California State University Chancellor-select Joseph Castro addressed concerns about a wide range of issues affecting the 23-campus system – including underrepresentation of Black students and student fees – in a press conference organized by the Cal State Student Wire on Sept. 30.
Questioned by student journalists throughout the CSU, Castro spoke on issues of concern to the Cal Poly Pomona community. In addition to Black student enrollment and student fees, the chancellor also responded to questions concerning virtual instruction.
When asked how he planned to increase the Black student population on CSU campuses with low representation, Castro responded, “I think that we need to look at the strategies that we’ve used in the past and presently and continuously ask, ‘Are these the right strategies going forward?’ and ‘What more can we do to increase the number of, in this case, African American students who attend the CSU?’… I think that all of us need to look at that and take steps to address this so that over time we can increase the representation of African American students and also work harder to retain them and help them graduate.”
According to available data from CPP’s Academic Research and Resources office, students who identify as Black made up only 3% of the campus’ student population — a rate that remained steady from 2010 to 2017.
In his introductory interview, Castro mentioned that he believes it is important for students of all backgrounds to be able to relate to their professors and advisors in authentic ways.
“It’s extraordinarily important, in my opinion, that our faculty become more diverse in ways where our faculty really understand our students’ lived experiences because they’ve walked similar paths and they’re able to inspire the very best in our talented students,” said Castro.

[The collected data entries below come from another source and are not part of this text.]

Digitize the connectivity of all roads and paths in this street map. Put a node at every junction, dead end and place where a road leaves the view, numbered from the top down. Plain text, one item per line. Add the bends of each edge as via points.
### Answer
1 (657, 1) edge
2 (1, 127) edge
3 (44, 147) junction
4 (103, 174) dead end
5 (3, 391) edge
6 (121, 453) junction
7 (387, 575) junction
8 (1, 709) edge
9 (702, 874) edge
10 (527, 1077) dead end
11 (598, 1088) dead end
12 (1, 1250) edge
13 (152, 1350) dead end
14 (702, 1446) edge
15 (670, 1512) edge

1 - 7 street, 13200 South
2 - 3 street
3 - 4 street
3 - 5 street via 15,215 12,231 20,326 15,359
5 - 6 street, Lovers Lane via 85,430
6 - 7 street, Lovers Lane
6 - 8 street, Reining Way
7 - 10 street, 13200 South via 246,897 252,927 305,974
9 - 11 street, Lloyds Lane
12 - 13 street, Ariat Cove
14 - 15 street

To address the need for diversifying faculty, Castro said, “One idea I have that I plan to discuss with University of California President Michael Drake, is how the UC and CSU can work in this way. The UC educates a large number of PhD students and graduates them and they’re becoming more and more diverse and I would like us to be in a position where we inspire those graduates to join our faculty, and I think that that’s a really nice potential synergistic relationship between the two large public university systems.”
Another important issue at CPP involves the continued payment of student fees for services and facilities that are currently closed to students.
When Castro was asked about addressing student fees he said, “I don’t yet have a full awareness of all the different kinds of campus fees across the system, but I can tell you that
philosophically, here at Fresno State, we have tried to make sure that the fees that we do
charge are appropriate.”
Castro added that fees such as the ones that go toward the fitness centers and student unions, like the CPP’s BRIC and BSC, will continue to be funded by students.
“Those are like the houses that some of our families own and they will be used in the coming
years and it’s really important that we continue to fund those and support those,” Castro said.
“And I realize that is a bit of a sacrifice, but I do think that it’s worthwhile for you and other CSU students,” he added.
When asked if he was willing to explore different options rather than having students fund the services, such as utilizing the reserves.
Castro responded, “Reserves are really like a savings account at home and once you spend a dollar of your savings account, unless you replenish it, it’s gone forever and if you use it for
expenses that are recurring, thats a really bad formula for problems.”
Castro, who will assume his position as the CSU Chancellor on Jan. 4, 2021, added, “I believe that the CSU system is the most important and consequential system in the country and I believe that because of the diversity of the students that we educate and that we will educate in the coming years.”